Nearly every child loves a swimming pool. No hotel without an artificial basin, no summer holiday without a dip in the refreshing water. Yet, the swimming pool is so much more than just a pool full of cool water.
It is a mythological place, a place for stories and sports, the source of the carefree afternoon. It came to embody luxury and sophistication and has been a setting for films, an architectural object, and a study in design.
"The swimming pool has been at different times and places suburban, exotic, utterly private, boisterously public, a threat or a blessing. It is, quite obviously, capable of every kind of symbolism from the crude assertion of financial status to an almost mystical fluidity of meanings that neatly complements the great puddle of chlorinated water that it holds."
Thus writes the cultural studies professor Francis Hodgson in the foreword to a new book entitled The Swimming Pool in Photography, underscoring the role of the swimming pool as a showplace for variety.
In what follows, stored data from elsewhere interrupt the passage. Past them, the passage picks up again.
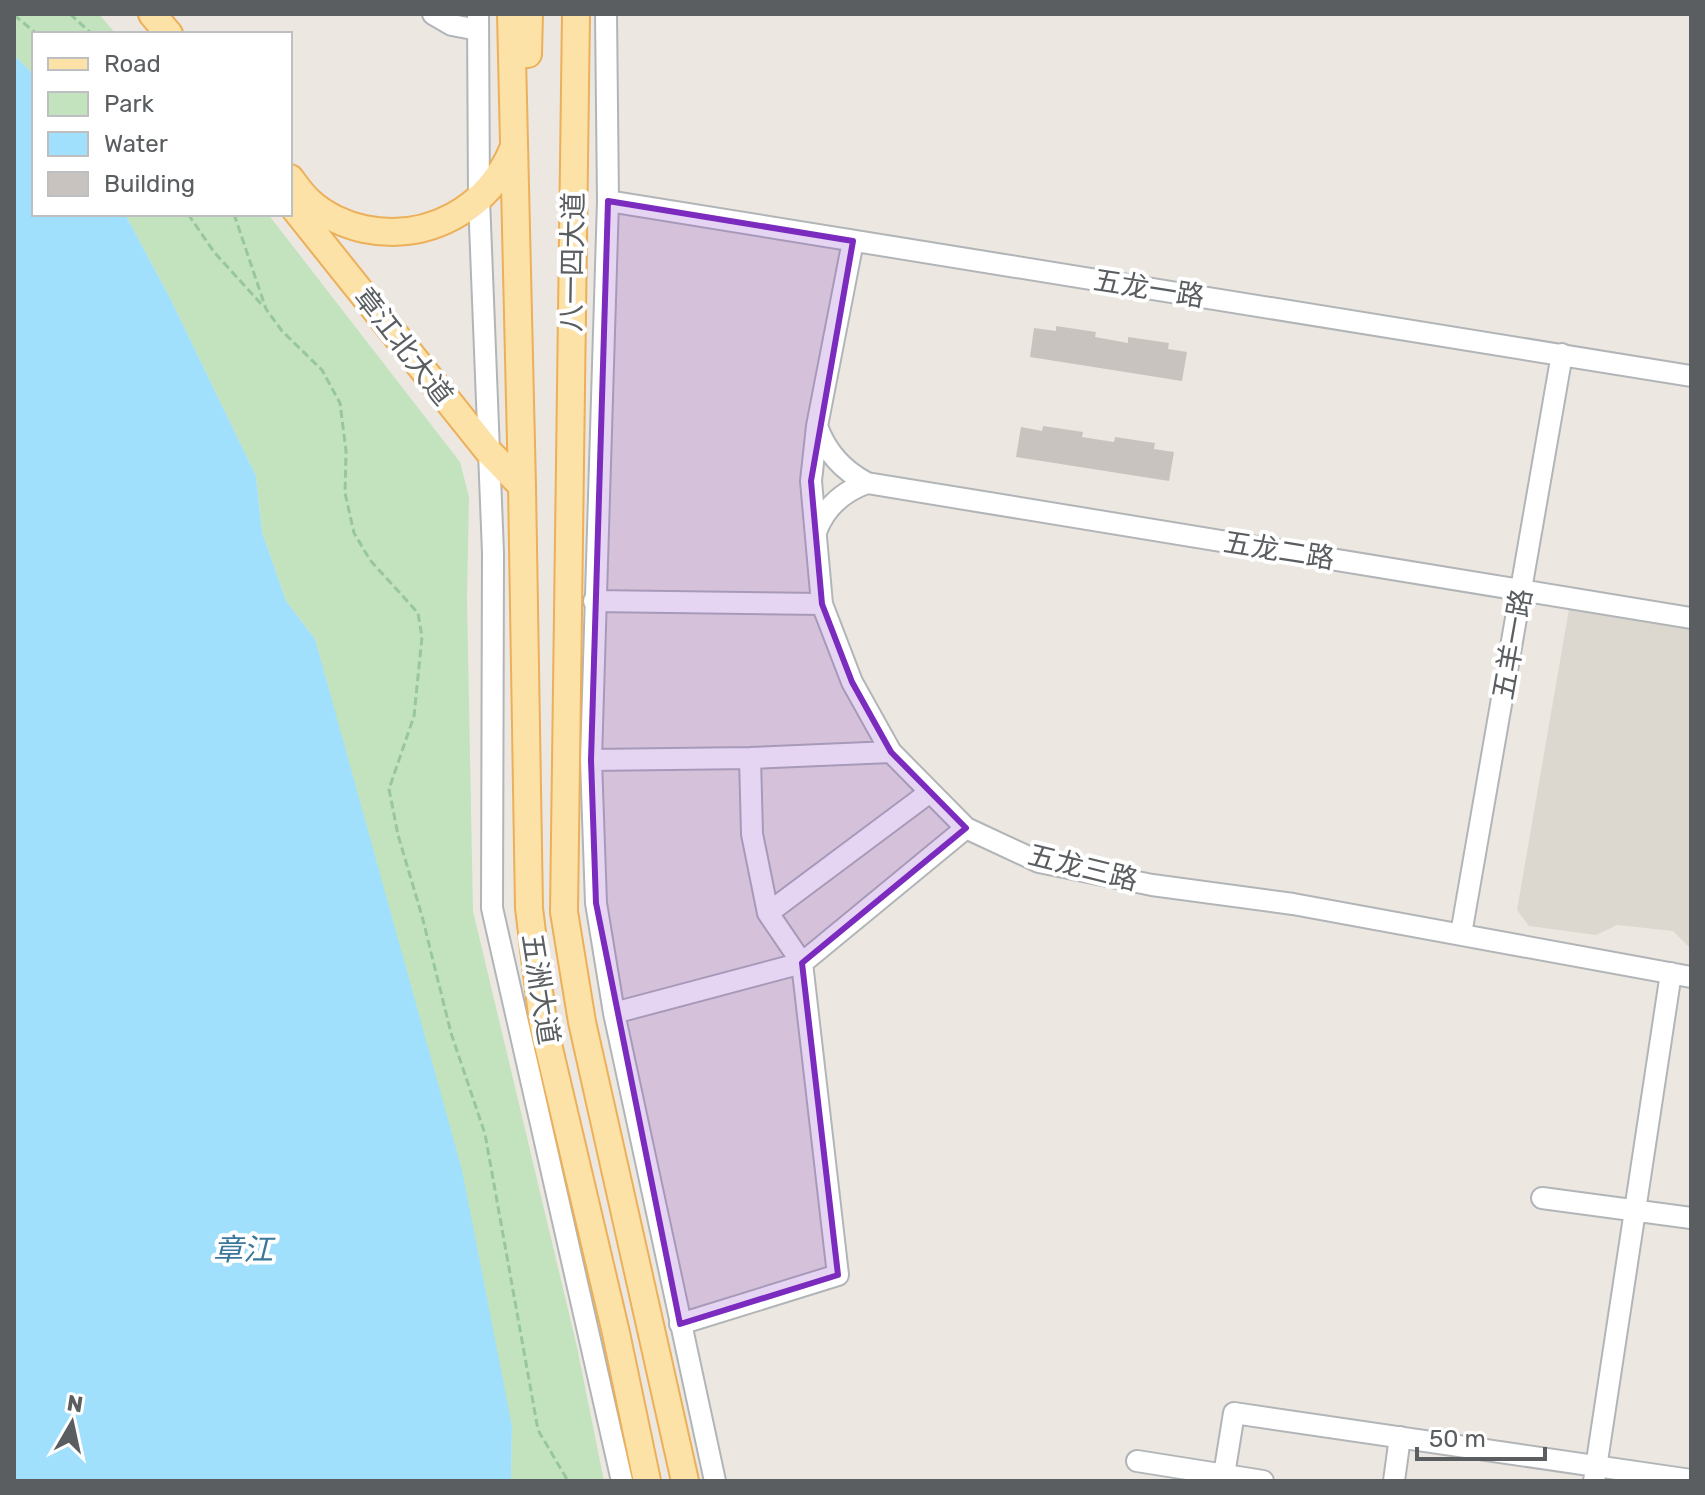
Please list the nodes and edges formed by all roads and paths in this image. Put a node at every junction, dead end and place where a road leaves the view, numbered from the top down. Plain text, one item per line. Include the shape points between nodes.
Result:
1 (70, 14) edge
2 (132, 14) edge
3 (152, 14) edge
4 (433, 14) edge
5 (511, 14) edge
6 (529, 14) edge
7 (559, 14) edge
8 (576, 14) edge
9 (606, 14) edge
10 (14, 15) edge
11 (478, 22) edge
12 (35, 32) edge
13 (90, 32) edge
14 (147, 32) edge
15 (167, 32) edge
16 (515, 145) junction
17 (292, 183) edge
18 (479, 199) junction
19 (608, 201) junction
20 (300, 203) edge
21 (189, 216) edge
22 (235, 216) edge
23 (853, 241) junction
24 (266, 309) junction
25 (1562, 354) junction
26 (1691, 376) edge
27 (817, 426) junction
28 (488, 451) junction
29 (867, 483) junction
30 (522, 486) junction
31 (568, 510) junction
32 (814, 535) junction
33 (1521, 590) junction
34 (594, 601) junction
35 (822, 604) junction
36 (1691, 618) edge
37 (891, 752) junction
38 (750, 758) junction
39 (591, 760) junction
40 (930, 792) junction
41 (966, 828) junction
42 (768, 913) junction
43 (1461, 934) junction
44 (802, 963) junction
45 (1681, 975) edge
46 (614, 1013) junction
47 (1542, 1198) dead end
48 (1635, 1210) junction
49 (1691, 1218) edge
50 (680, 1324) junction
51 (1400, 1437) junction
52 (1137, 1461) dead end
53 (1595, 1474) edge
54 (1224, 1478) edge
55 (1691, 1480) edge
56 (568, 1481) edge
57 (622, 1481) edge
58 (647, 1481) edge
59 (685, 1481) edge
60 (715, 1481) edge
61 (1263, 1481) edge
62 (1394, 1481) edge

1 - 13 path
2 - 14 main road
3 - 15 main road
4 - 11 street via 452,25
5 - 16 main road, 八一四大道
6 - 30 main road
7 - 31 main road
8 - 31 main road, 八一四大道
9 - 19 street
10 - 12 path
11 - 18 street
16 - 18 main road via 499,177
16 - 30 main road, 八一四大道
17 - 20 main road, 章江北大道
18 - 20 main road via 444,222 392,232 357,227
18 - 28 street
19 - 23 street, 五龙一路
19 - 34 street
20 - 28 main road, 章江北大道
21 - 24 path
22 - 24 path
23 - 25 street, 五龙一路
23 - 27 street, 五龙三路
24 - 56 path via 322,370 340,403 345,493 354,533 370,560 418,613 422,637 414,716 389,789 451,1033 485,1134 538,1430
25 - 26 street, 五龙一路
25 - 33 street, 五羊一路
27 - 29 street via 836,460
27 - 32 street, 五龙三路 via 811,481
28 - 30 main road, 章江北大道
28 - 57 street via 493,553 492,908
29 - 32 street via 832,505
29 - 33 street, 五龙二路
30 - 58 main road, 五洲大道 via 532,937 543,1023
31 - 59 main road, 五洲大道 via 564,912 582,1022
32 - 35 street, 五龙三路
33 - 36 street, 五龙二路
33 - 43 street, 五羊一路
34 - 35 street
34 - 39 street
35 - 37 street, 五龙三路 via 852,682
37 - 38 street
37 - 40 street, 五龙三路
38 - 39 street
38 - 42 street via 752,834
39 - 46 street via 596,903
40 - 41 street, 五龙三路
40 - 42 street
41 - 43 street, 五龙三路 via 1039,862
41 - 44 street
42 - 44 street
43 - 45 street, 五龙三路
44 - 46 street
44 - 50 street via 838,1275
45 - 48 street
46 - 50 street
47 - 48 street
48 - 49 street
48 - 53 street
50 - 60 street
51 - 53 street
51 - 54 street via 1234,1413
51 - 62 street
52 - 54 street
53 - 55 street
54 - 61 street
In more than two hundred colour and black-and-white photographs, this illustrated volume presents a comprehensive, varied piece of cultural history, while recording it at the same time.
From the Art Nouveau-style bathing houses at the turn of the last century to the history behind the design of American pools in the 1950s to the basins that were repurposed as skate parks in California in the 1970s, you can enjoy immersing yourself in the destinations we long for on hot days. Featuring works by Henri Cartier-Bresson, Gigi Cifali, Stuart Franklin, Harry Gruyaert, Emma Hartvig, Jacques Henri Lartigue, Joel Meyerowitz, Martin Parr, Paolo Pellegrin, Mack Sennett, Alec Soth, Larry Sultan, Alex Webb, and many others.
The Swimming Pool in Photography is published by Hatje Cantz and priced at €40.